■ Information supplied:
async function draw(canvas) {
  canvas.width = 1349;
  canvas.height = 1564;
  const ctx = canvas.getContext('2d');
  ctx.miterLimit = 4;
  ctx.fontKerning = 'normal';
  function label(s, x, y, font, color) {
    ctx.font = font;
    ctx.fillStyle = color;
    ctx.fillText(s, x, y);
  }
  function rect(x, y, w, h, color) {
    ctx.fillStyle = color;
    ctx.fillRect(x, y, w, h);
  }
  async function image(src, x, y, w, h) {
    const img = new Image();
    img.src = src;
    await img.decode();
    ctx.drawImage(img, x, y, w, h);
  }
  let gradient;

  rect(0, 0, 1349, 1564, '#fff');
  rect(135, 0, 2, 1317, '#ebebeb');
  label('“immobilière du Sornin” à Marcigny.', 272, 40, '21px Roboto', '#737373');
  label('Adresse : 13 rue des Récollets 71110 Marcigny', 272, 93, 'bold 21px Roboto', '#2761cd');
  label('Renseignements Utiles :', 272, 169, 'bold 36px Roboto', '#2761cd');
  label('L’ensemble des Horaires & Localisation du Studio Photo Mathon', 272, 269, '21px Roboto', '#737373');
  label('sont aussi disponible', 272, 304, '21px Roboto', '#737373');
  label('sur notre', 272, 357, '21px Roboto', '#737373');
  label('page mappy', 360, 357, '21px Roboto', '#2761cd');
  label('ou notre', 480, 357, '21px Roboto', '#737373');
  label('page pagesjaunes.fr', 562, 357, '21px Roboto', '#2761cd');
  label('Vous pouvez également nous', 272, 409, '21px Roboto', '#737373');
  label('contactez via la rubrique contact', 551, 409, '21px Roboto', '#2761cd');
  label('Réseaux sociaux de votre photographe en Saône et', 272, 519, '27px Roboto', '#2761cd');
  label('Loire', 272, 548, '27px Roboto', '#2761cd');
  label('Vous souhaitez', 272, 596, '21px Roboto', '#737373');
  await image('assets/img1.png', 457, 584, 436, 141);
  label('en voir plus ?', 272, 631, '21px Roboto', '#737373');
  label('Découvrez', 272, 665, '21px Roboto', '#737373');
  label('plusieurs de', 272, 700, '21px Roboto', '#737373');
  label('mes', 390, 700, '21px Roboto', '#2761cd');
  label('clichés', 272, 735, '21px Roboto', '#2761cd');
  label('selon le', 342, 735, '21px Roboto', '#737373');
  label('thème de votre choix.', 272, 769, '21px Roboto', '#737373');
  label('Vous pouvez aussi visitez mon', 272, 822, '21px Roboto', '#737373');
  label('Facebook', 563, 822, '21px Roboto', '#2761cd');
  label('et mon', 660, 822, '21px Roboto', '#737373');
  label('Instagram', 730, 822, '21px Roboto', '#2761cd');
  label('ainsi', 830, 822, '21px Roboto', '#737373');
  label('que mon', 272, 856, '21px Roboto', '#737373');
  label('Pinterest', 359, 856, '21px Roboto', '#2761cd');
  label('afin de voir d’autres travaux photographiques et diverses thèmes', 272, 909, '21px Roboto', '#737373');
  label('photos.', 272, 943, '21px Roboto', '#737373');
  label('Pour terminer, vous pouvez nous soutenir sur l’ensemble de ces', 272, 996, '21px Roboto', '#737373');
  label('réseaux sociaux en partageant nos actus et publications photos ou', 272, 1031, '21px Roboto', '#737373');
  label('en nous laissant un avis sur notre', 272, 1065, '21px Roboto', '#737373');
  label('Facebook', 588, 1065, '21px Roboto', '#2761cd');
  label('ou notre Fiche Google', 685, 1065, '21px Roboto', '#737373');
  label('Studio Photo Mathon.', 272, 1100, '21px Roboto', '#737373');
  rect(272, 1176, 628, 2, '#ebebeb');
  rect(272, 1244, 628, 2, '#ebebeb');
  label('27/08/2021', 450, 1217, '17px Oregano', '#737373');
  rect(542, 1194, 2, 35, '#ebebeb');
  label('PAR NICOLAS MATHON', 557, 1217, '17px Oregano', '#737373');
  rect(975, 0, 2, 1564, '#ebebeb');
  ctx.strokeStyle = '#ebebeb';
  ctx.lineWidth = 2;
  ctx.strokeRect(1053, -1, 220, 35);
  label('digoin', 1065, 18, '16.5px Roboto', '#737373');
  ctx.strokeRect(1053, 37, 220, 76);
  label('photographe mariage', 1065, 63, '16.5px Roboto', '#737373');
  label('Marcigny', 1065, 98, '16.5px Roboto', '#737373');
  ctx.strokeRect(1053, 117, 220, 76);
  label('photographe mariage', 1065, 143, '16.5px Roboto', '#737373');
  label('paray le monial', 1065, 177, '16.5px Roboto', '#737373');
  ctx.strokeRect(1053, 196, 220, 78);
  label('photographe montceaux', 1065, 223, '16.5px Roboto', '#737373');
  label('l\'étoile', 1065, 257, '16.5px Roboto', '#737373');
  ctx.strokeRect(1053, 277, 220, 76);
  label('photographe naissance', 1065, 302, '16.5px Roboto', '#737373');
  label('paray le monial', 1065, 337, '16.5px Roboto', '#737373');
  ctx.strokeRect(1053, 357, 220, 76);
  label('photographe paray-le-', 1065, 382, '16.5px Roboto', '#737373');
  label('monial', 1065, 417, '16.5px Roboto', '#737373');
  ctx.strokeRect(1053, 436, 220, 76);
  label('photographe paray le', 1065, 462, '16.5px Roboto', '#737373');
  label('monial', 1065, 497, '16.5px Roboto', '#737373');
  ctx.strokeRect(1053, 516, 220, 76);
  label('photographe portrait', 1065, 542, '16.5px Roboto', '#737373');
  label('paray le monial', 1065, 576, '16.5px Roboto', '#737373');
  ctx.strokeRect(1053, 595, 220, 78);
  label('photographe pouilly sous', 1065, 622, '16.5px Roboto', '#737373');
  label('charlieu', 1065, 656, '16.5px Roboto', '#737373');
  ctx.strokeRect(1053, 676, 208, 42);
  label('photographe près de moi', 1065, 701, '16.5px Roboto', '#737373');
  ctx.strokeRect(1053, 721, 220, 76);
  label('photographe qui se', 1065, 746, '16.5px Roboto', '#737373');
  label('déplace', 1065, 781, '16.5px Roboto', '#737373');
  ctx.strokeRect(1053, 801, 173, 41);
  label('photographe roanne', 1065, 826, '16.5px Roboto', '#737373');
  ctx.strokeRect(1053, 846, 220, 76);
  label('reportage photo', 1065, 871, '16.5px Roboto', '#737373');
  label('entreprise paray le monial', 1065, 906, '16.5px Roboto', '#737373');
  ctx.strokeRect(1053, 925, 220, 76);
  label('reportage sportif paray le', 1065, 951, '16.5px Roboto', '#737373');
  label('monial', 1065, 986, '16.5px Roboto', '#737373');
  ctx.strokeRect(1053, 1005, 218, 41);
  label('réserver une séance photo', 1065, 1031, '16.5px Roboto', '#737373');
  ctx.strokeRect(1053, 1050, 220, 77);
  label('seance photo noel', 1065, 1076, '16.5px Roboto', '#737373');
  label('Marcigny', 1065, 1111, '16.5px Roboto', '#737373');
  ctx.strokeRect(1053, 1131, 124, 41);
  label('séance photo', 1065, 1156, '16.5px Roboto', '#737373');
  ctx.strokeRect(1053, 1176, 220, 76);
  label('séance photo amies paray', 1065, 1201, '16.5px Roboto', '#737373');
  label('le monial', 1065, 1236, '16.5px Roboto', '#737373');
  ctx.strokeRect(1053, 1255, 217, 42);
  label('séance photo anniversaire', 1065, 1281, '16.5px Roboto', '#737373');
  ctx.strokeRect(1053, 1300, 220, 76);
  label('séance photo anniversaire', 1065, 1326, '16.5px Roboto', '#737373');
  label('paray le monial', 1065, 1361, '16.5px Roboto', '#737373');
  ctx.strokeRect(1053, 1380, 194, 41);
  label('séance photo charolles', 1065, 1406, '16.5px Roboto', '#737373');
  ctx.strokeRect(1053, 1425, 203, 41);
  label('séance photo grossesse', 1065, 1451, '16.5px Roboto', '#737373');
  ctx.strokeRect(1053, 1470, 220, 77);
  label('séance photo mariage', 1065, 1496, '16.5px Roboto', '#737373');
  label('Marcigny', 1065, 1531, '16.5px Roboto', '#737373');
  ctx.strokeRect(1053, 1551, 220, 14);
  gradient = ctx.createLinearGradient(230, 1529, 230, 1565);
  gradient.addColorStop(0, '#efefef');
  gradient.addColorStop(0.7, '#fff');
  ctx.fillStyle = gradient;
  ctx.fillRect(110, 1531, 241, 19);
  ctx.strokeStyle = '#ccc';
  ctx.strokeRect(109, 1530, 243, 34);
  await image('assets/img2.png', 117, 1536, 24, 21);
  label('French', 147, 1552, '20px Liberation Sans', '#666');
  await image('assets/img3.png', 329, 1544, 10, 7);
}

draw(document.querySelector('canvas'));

* * *

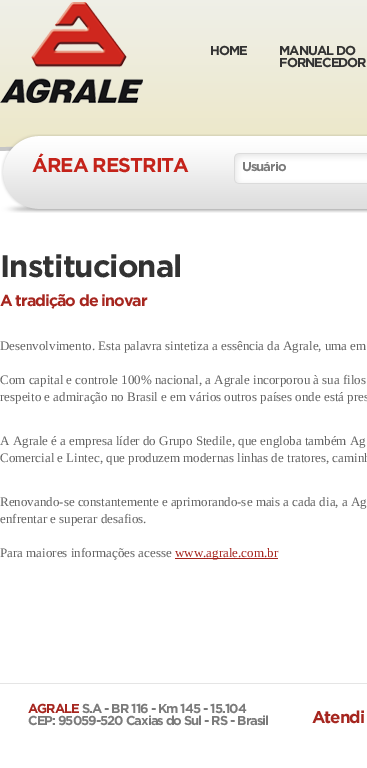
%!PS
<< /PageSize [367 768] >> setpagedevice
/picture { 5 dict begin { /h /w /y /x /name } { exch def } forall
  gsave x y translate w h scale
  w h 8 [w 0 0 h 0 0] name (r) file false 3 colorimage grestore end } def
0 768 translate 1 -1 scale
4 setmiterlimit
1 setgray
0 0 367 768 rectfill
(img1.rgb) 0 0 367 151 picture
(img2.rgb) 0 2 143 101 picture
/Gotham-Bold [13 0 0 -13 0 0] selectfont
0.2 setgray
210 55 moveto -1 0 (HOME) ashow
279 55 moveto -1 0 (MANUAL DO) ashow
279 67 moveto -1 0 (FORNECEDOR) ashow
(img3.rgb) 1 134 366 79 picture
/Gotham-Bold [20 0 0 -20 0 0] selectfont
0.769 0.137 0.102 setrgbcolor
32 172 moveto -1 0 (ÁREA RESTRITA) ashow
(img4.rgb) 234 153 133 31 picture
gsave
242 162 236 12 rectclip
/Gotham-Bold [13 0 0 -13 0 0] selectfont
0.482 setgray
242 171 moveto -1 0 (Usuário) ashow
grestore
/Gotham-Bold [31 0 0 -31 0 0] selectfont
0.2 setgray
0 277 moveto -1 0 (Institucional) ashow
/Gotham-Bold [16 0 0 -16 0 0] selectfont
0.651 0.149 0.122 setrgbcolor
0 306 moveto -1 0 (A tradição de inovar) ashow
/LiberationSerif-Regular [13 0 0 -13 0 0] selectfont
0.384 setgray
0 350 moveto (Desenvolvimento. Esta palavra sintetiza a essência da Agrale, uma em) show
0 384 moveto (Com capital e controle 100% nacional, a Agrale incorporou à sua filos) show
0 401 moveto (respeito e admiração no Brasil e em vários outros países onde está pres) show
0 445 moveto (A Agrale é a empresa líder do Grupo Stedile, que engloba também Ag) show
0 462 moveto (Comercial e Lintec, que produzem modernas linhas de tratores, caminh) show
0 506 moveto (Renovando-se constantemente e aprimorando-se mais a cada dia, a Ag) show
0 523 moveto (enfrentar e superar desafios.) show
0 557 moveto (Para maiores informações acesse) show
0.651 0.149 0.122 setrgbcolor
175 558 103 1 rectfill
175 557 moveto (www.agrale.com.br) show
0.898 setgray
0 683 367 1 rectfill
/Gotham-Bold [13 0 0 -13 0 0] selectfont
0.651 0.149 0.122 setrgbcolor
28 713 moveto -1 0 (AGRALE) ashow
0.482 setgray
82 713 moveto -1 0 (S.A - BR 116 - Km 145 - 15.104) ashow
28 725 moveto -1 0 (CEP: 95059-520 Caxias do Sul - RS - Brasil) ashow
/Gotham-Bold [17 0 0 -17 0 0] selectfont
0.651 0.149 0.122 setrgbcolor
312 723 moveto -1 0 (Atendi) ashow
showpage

■ What is needed: Reproduce the lines of the entries above from the one with "const img = new Image();" to the one with "let gradient;", both included, exactly and without any other line.

■ Answer area:
    const img = new Image();
    img.src = src;
    await img.decode();
    ctx.drawImage(img, x, y, w, h);
  }
  let gradient;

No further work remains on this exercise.